◆ **Your objective**: List every line in this data where the string "Left" occurs.

** Exercise material follows **

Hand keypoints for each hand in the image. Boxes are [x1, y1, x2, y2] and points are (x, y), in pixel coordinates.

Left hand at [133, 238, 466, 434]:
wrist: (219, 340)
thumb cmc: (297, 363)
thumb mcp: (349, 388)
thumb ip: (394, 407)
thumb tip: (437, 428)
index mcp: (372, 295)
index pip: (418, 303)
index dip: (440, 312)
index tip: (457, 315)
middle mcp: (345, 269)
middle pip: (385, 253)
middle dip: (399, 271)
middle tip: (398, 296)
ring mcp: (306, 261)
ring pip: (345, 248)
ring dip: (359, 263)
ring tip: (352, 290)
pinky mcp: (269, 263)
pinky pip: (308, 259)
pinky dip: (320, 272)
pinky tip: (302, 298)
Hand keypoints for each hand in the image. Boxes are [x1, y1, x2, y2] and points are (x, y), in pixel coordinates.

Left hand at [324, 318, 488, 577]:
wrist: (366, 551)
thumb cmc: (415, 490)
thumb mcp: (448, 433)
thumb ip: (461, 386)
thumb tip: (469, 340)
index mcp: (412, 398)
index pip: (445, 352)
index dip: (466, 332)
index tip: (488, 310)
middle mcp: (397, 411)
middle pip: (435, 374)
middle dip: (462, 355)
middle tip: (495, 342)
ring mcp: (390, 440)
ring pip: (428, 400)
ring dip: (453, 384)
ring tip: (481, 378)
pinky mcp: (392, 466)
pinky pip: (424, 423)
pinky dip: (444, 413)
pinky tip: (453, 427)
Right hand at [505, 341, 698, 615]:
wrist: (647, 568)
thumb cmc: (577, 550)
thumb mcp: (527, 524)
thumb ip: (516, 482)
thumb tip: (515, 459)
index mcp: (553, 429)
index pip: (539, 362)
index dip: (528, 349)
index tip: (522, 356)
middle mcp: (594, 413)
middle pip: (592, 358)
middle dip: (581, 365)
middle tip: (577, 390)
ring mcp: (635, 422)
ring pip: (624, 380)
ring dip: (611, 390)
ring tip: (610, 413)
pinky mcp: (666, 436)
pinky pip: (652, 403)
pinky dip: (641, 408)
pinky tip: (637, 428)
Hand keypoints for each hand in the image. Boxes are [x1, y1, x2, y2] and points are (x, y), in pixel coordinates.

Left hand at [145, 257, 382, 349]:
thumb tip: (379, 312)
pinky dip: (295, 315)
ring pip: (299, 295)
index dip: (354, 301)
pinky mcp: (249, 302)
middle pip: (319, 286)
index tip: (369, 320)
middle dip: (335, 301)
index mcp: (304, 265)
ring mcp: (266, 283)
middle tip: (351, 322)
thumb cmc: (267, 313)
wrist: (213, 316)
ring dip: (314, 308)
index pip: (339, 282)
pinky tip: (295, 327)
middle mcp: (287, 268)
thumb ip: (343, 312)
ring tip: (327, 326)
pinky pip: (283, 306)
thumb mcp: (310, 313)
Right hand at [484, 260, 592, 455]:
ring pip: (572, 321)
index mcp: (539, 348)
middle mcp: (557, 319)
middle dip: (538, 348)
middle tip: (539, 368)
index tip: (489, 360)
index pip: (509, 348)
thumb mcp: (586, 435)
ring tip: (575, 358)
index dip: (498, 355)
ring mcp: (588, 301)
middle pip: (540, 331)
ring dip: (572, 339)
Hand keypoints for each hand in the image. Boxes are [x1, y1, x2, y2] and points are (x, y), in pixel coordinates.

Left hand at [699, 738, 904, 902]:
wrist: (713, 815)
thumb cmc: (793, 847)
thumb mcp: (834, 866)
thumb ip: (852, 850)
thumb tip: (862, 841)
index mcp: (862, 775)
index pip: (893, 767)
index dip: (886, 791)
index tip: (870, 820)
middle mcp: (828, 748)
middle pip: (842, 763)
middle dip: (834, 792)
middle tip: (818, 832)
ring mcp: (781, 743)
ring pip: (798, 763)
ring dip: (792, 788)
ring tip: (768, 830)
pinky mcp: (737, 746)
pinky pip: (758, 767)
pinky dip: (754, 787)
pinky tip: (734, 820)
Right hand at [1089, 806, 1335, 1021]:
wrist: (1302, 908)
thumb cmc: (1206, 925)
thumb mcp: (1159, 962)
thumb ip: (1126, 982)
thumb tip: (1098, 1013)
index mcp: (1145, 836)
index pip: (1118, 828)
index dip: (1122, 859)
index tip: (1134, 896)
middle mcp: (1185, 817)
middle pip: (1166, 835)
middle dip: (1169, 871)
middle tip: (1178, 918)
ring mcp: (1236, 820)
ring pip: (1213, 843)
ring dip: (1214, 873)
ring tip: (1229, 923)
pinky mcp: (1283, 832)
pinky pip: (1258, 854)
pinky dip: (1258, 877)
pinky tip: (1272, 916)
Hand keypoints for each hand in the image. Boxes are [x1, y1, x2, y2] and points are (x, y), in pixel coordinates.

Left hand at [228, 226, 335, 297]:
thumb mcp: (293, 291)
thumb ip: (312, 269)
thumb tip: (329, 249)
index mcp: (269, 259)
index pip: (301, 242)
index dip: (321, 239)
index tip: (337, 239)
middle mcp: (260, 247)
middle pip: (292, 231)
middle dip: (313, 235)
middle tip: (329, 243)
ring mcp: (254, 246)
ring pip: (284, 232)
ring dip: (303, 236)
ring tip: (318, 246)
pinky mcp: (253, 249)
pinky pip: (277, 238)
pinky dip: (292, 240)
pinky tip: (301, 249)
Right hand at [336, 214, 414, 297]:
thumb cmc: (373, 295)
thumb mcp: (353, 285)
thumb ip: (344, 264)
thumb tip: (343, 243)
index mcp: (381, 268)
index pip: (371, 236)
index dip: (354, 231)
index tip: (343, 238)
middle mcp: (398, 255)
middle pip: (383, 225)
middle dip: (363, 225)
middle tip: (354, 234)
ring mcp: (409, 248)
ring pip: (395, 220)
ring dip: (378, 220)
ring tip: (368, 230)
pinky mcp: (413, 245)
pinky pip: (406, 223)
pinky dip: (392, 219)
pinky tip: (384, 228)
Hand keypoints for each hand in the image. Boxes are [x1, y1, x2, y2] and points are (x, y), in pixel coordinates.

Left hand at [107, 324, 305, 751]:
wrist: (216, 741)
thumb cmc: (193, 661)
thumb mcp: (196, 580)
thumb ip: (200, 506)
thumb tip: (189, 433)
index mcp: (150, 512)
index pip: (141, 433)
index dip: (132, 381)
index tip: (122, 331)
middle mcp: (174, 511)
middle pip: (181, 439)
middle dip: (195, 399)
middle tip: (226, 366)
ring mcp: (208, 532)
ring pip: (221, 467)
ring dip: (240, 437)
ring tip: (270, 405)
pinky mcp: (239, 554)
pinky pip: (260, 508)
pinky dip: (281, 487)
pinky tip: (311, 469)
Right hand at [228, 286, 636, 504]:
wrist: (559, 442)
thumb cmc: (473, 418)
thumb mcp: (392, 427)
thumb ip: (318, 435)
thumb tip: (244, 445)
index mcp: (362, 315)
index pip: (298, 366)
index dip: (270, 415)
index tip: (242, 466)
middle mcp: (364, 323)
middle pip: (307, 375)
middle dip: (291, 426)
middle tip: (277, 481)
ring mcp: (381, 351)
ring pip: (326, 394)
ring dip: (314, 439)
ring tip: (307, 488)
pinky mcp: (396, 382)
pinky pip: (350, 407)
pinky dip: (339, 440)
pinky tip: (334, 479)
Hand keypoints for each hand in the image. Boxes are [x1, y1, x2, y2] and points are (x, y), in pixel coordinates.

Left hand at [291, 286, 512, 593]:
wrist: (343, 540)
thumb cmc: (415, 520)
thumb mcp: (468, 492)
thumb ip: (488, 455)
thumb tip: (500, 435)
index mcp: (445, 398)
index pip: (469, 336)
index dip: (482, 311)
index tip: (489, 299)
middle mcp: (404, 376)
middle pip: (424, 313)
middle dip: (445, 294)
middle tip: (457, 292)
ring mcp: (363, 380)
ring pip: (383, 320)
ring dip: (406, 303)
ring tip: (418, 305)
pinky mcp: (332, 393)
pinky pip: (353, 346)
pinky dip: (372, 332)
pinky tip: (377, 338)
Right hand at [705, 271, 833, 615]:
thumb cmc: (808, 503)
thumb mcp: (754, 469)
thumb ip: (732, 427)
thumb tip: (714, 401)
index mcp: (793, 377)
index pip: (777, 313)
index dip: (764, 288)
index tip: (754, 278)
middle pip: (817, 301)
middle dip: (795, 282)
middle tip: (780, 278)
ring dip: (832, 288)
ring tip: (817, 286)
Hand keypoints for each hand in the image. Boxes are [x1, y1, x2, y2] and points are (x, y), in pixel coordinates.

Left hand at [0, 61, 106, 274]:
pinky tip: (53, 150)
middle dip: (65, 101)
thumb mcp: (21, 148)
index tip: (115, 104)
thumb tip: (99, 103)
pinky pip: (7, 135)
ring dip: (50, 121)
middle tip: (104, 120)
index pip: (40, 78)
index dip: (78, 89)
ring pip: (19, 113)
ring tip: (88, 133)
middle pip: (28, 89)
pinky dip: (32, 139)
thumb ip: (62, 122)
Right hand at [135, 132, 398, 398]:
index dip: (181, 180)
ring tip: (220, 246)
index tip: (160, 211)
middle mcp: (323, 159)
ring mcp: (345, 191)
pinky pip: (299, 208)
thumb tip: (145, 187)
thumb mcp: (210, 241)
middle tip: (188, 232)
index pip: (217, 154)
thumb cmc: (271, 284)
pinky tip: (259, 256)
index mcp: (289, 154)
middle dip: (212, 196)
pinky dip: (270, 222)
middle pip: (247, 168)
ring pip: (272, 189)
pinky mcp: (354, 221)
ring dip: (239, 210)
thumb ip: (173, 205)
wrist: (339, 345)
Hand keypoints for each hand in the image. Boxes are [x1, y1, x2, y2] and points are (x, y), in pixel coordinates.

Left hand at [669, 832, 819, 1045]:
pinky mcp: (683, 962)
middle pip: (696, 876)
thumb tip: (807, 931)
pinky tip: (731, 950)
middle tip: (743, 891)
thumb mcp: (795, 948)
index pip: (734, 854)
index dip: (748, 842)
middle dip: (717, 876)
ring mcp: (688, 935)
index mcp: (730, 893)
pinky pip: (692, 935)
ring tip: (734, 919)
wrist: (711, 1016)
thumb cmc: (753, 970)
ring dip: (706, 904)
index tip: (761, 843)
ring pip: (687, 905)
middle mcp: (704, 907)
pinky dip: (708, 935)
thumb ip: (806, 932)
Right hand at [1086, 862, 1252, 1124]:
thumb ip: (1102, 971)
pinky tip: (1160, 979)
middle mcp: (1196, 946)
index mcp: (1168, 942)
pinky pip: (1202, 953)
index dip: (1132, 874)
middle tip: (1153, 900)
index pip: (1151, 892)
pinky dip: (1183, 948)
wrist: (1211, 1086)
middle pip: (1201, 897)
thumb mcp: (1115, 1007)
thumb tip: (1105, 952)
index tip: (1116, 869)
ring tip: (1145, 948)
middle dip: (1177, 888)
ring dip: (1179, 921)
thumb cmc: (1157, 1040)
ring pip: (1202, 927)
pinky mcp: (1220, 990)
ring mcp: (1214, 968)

** End of Exercise material **

◆ **Answer box**:
Left hand at [133, 238, 466, 434]:
Left hand at [324, 318, 488, 577]:
Left hand at [145, 257, 382, 349]:
Left hand at [699, 738, 904, 902]:
Left hand at [228, 226, 335, 297]:
Left hand at [107, 324, 305, 751]:
Left hand at [291, 286, 512, 593]:
Left hand at [0, 61, 106, 274]:
Left hand at [669, 832, 819, 1045]:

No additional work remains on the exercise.